As practitioners, we’re often called in after clients get stuck in the process. But with these new requirements, prevention is better than cure. Here's what we need to know to guide them through prospectus registration before it becomes a compliance headache.
What you need to know
📝 For a draft prospectus, submit:
A prospectus that follows Chapter 4 of the Companies Act
Certified ID copies of all directors and the applicant.
📄 For the final version, CIPC wants:
A signed and initialed copy from all directors (both digital and printed)
A table listing all investment risks
A sworn affidavit from two directors
Consent letters from your attorneys, bankers, auditors, and secretary
Certified ID copies and power of attorney (if applicable)

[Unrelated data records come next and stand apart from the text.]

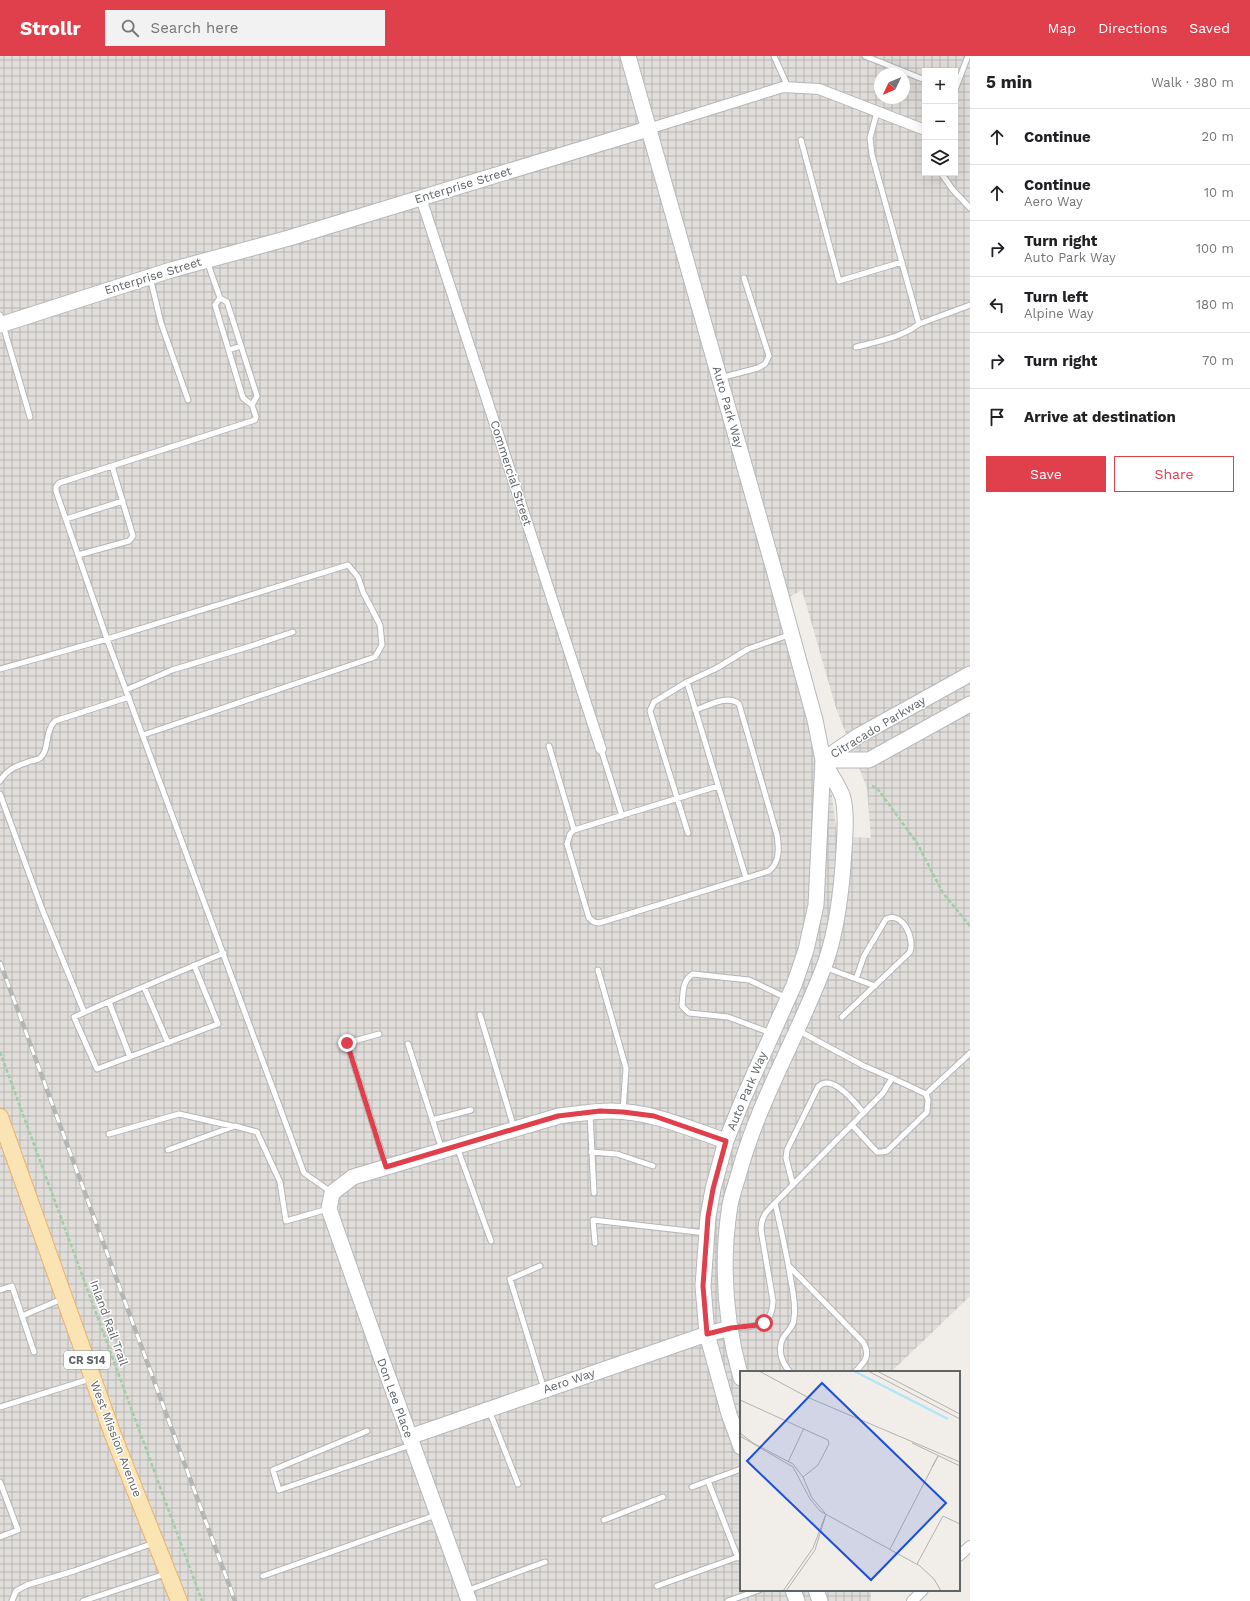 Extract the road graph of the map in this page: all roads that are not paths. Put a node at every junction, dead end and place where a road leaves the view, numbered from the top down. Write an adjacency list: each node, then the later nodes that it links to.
1 (628, 56): 9 (main road, Auto Park Way)
2 (774, 56): 7 (lane)
3 (865, 56): 5 (lane)
4 (968, 56): 6 (lane)
5 (922, 79)
6 (958, 82)
7 (788, 87): 8 (street, Enterprise Street); 9 (street, Enterprise Street)
8 (877, 112): 10 (street, Enterprise Street); 16 (lane)
9 (648, 129): 13 (main road, Enterprise Street); 26 (main road, Auto Park Way)
10 (922, 129)
11 (801, 140): 16 (lane)
12 (943, 176): 14 (lane)
13 (421, 198): 15 (main road, Enterprise Street); 46 (street, Commercial Street)
14 (970, 208)
15 (206, 260): 17 (main road, Enterprise Street); 19 (lane)
16 (902, 262): 22 (lane)
17 (149, 276): 21 (main road, Enterprise Street); 27 (lane)
18 (744, 278): 26 (lane)
19 (220, 298): 23 (lane); 25 (lane)
20 (970, 305): 22 (lane)
21 (1, 321): 29 (lane)
22 (919, 324): 24 (lane)
23 (241, 346): 25 (lane); 28 (lane)
24 (856, 347)
25 (229, 350): 28 (lane)
26 (719, 378): 35 (main road, Auto Park Way)
27 (188, 400)
28 (252, 405): 30 (lane)
29 (30, 417)
30 (112, 466): 31 (lane); 32 (lane)
31 (124, 501): 32 (lane); 33 (lane)
32 (66, 519): 33 (lane)
33 (78, 555): 36 (lane)
34 (293, 632): 40 (lane)
35 (791, 634): 39 (lane); 47 (main road, Auto Park Way)
36 (107, 639): 37 (lane); 40 (lane); 44 (lane)
37 (0, 669)
38 (970, 674): 47 (main road, Citracado Parkway)
39 (687, 682): 43 (lane); 51 (lane)
40 (126, 690): 41 (lane)
41 (129, 697): 44 (lane); 48 (lane)
42 (970, 704): 47 (main road, Citracado Parkway)
43 (695, 710): 49 (lane); 55 (lane)
44 (143, 735): 56 (lane)
45 (550, 746): 53 (lane)
46 (601, 749): 52 (lane)
47 (823, 760): 58 (main road, Auto Park Way); 63 (main road, Auto Park Way)
48 (0, 781)
49 (718, 786): 51 (lane); 55 (lane)
50 (0, 794): 65 (lane)
51 (678, 799): 52 (lane); 54 (lane)
52 (622, 816): 53 (lane)
53 (574, 830): 55 (lane)
54 (688, 833)
55 (746, 878)
56 (224, 953): 57 (lane); 95 (lane)
57 (194, 965): 62 (lane); 71 (lane)
58 (823, 967): 60 (lane); 68 (main road, Auto Park Way)
59 (598, 970): 79 (lane)
60 (856, 979): 61 (lane); 61 (lane)
61 (875, 986): 67 (lane)
62 (144, 987): 64 (lane); 71 (lane)
63 (788, 999): 70 (main road, Auto Park Way); 70 (lane)
64 (109, 1002): 65 (lane); 74 (lane)
65 (84, 1012): 74 (lane)
66 (480, 1016): 85 (lane)
67 (842, 1017)
68 (797, 1029): 75 (lane); 107 (main road, Auto Park Way)
69 (379, 1034): 93 (lane)
70 (772, 1034): 87 (main road, Auto Park Way)
71 (168, 1043): 74 (lane)
72 (408, 1044): 81 (lane)
73 (970, 1053): 76 (lane)
74 (130, 1057)
75 (892, 1078): 76 (lane); 80 (lane)
76 (926, 1094): 83 (lane)
77 (471, 1110): 81 (lane)
78 (590, 1112): 79 (main road); 85 (main road); 91 (lane)
79 (623, 1112): 87 (main road)
80 (864, 1113): 83 (lane); 94 (lane)
81 (432, 1120): 90 (lane)
82 (1, 1122): 105 (main road, West Mission Avenue / CR S14)
83 (852, 1125): 94 (lane)
84 (233, 1126): 86 (lane); 89 (lane); 98 (lane)
85 (514, 1129): 88 (main road)
86 (109, 1134)
87 (726, 1141): 99 (main road, Auto Park Way)
88 (457, 1146): 90 (main road); 100 (lane)
89 (168, 1150)
90 (442, 1150): 93 (main road)
91 (591, 1152): 92 (lane); 96 (lane)
92 (653, 1166)
93 (386, 1167): 95 (main road)
94 (793, 1185): 97 (lane)
95 (332, 1193): 98 (main road, Don Lee Place)
96 (594, 1193)
97 (775, 1203): 102 (lane); 107 (lane)
98 (329, 1209): 118 (main road, Don Lee Place)
99 (707, 1233): 101 (lane); 108 (main road, Auto Park Way)
100 (491, 1241)
101 (595, 1243)
102 (788, 1265): 110 (lane); 111 (lane)
103 (540, 1266): 114 (lane)
104 (0, 1290): 106 (lane)
105 (64, 1298): 106 (lane); 113 (main road, West Mission Avenue / CR S14)
106 (22, 1316): 109 (lane)
107 (731, 1328): 108 (main road, Aero Way); 112 (main road, Auto Park Way)
108 (707, 1334): 114 (main road, Aero Way); 119 (main road, Auto Park Way)
109 (34, 1352)
110 (789, 1371)
111 (856, 1371)
112 (740, 1374)
113 (93, 1378): 115 (lane); 129 (main road, West Mission Avenue / CR S14)
114 (544, 1390): 116 (main road, Aero Way)
115 (0, 1407)
116 (489, 1409): 118 (main road, Aero Way); 123 (lane)
117 (367, 1431): 118 (lane)
118 (410, 1441): 126 (main road, Don Lee Place)
119 (740, 1444)
120 (740, 1469): 121 (lane)
121 (708, 1481): 124 (lane); 132 (lane)
122 (0, 1482): 128 (lane)
123 (518, 1484)
124 (692, 1487)
125 (663, 1497): 127 (lane)
126 (437, 1515): 135 (lane); 141 (main road, Don Lee Place)
127 (604, 1520)
128 (0, 1537)
129 (156, 1542): 134 (main road, West Mission Avenue / CR S14); 142 (lane)
130 (970, 1546): 131 (street)
131 (960, 1555)
132 (739, 1557): 136 (lane)
133 (545, 1562): 141 (lane)
134 (168, 1573): 143 (lane); 144 (main road, West Mission Avenue / CR S14)
135 (264, 1576)
136 (657, 1586)
137 (756, 1591): 145 (lane)
138 (793, 1591): 146 (main road)
139 (816, 1591): 147 (main road)
140 (922, 1591): 148 (street)
141 (467, 1596)
142 (12, 1601)
143 (83, 1601)
144 (179, 1601)
145 (728, 1601)
146 (797, 1601)
147 (820, 1601)
148 (912, 1601) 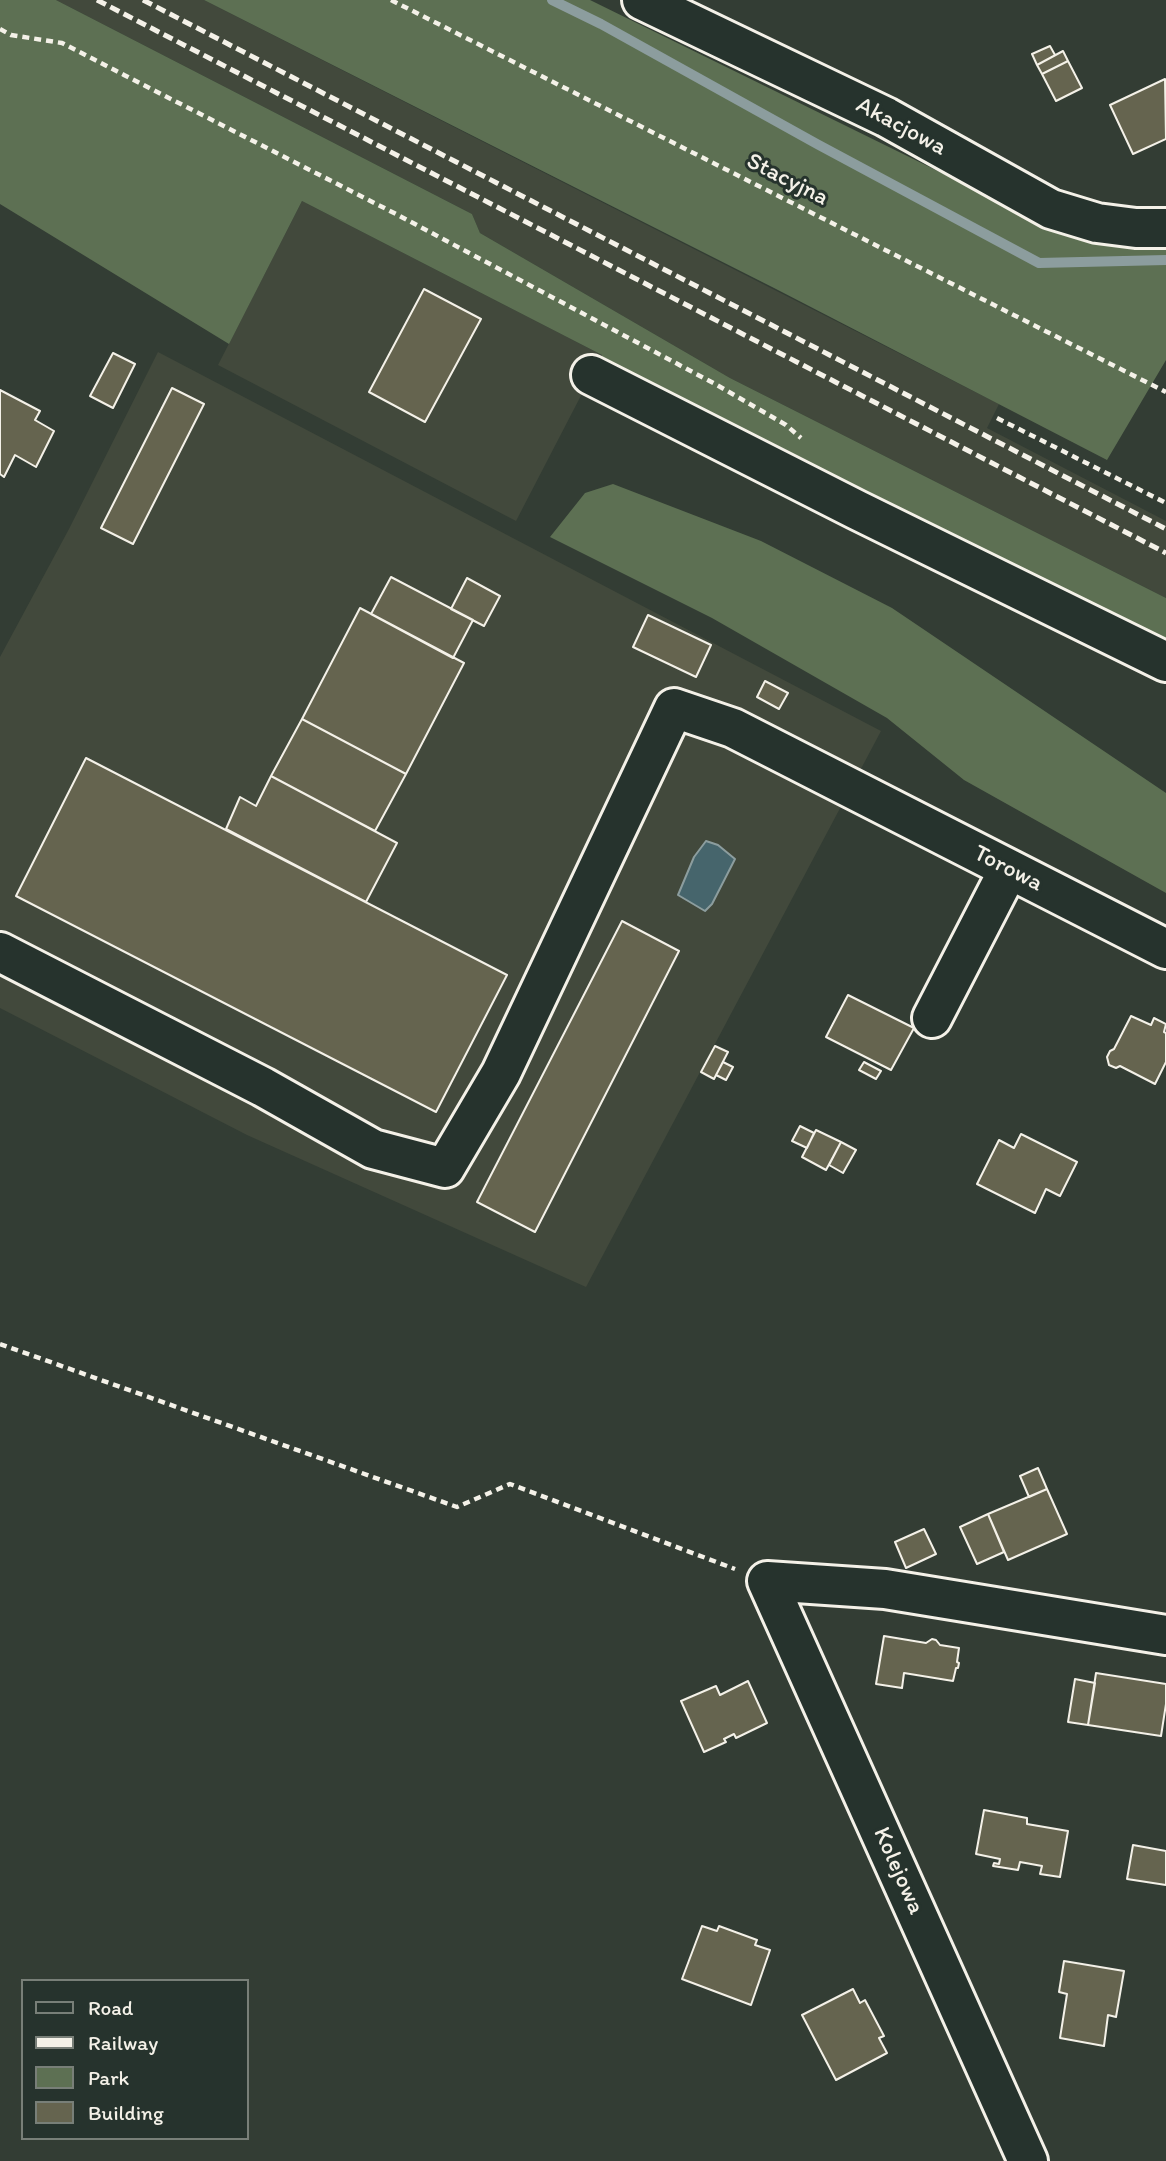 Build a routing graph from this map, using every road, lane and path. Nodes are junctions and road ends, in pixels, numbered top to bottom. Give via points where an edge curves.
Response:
1 (391, 0) edge
2 (642, 0) edge
3 (0, 29) edge
4 (1166, 228) edge
5 (591, 375) dead end
6 (1166, 392) edge
7 (998, 418) dead end
8 (806, 443) dead end
9 (1166, 503) edge
10 (1166, 662) edge
11 (1009, 869) junction
12 (1166, 950) edge
13 (0, 952) edge
14 (932, 1018) dead end
15 (0, 1344) edge
16 (767, 1581) junction
17 (1166, 1635) edge
18 (1028, 2161) edge

1 - 6 path, Stacyjna
2 - 4 street, Akacjowa via 886,117 1051,209 1097,223
3 - 8 path via 62,44 384,208 717,385 786,425
5 - 10 street
7 - 9 path
11 - 12 street, Torowa
11 - 13 street, Torowa via 733,729 674,708 501,1073 445,1168 373,1149
11 - 14 street
15 - 16 path via 457,1507 510,1484
16 - 17 street via 885,1589
16 - 18 street, Kolejowa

Copies of key contracts, Cor46.4 form, and proof of special resolutions
Confirmation that your beneficial ownership or securities register has been filed.
📢 After the offer closes, you’ll still need to:
Declare how many securities were issued (and their total value)
Submit a copy of the shared prospectus
Report back after 6 and 12 months, including audited financials and compliance declarations.
Why this matters
Failure to comply could trigger a formal investigation or a CIPC Compliance Notice. More importantly, it's our job to help clients raise capital without regulatory drama.
This is a great opportunity to position yourself as a trusted compliance partner. So if you're advising a startup, restructuring an entity, or working with clients aiming to grow through public investment, make sure you’re across the latest filing checklist.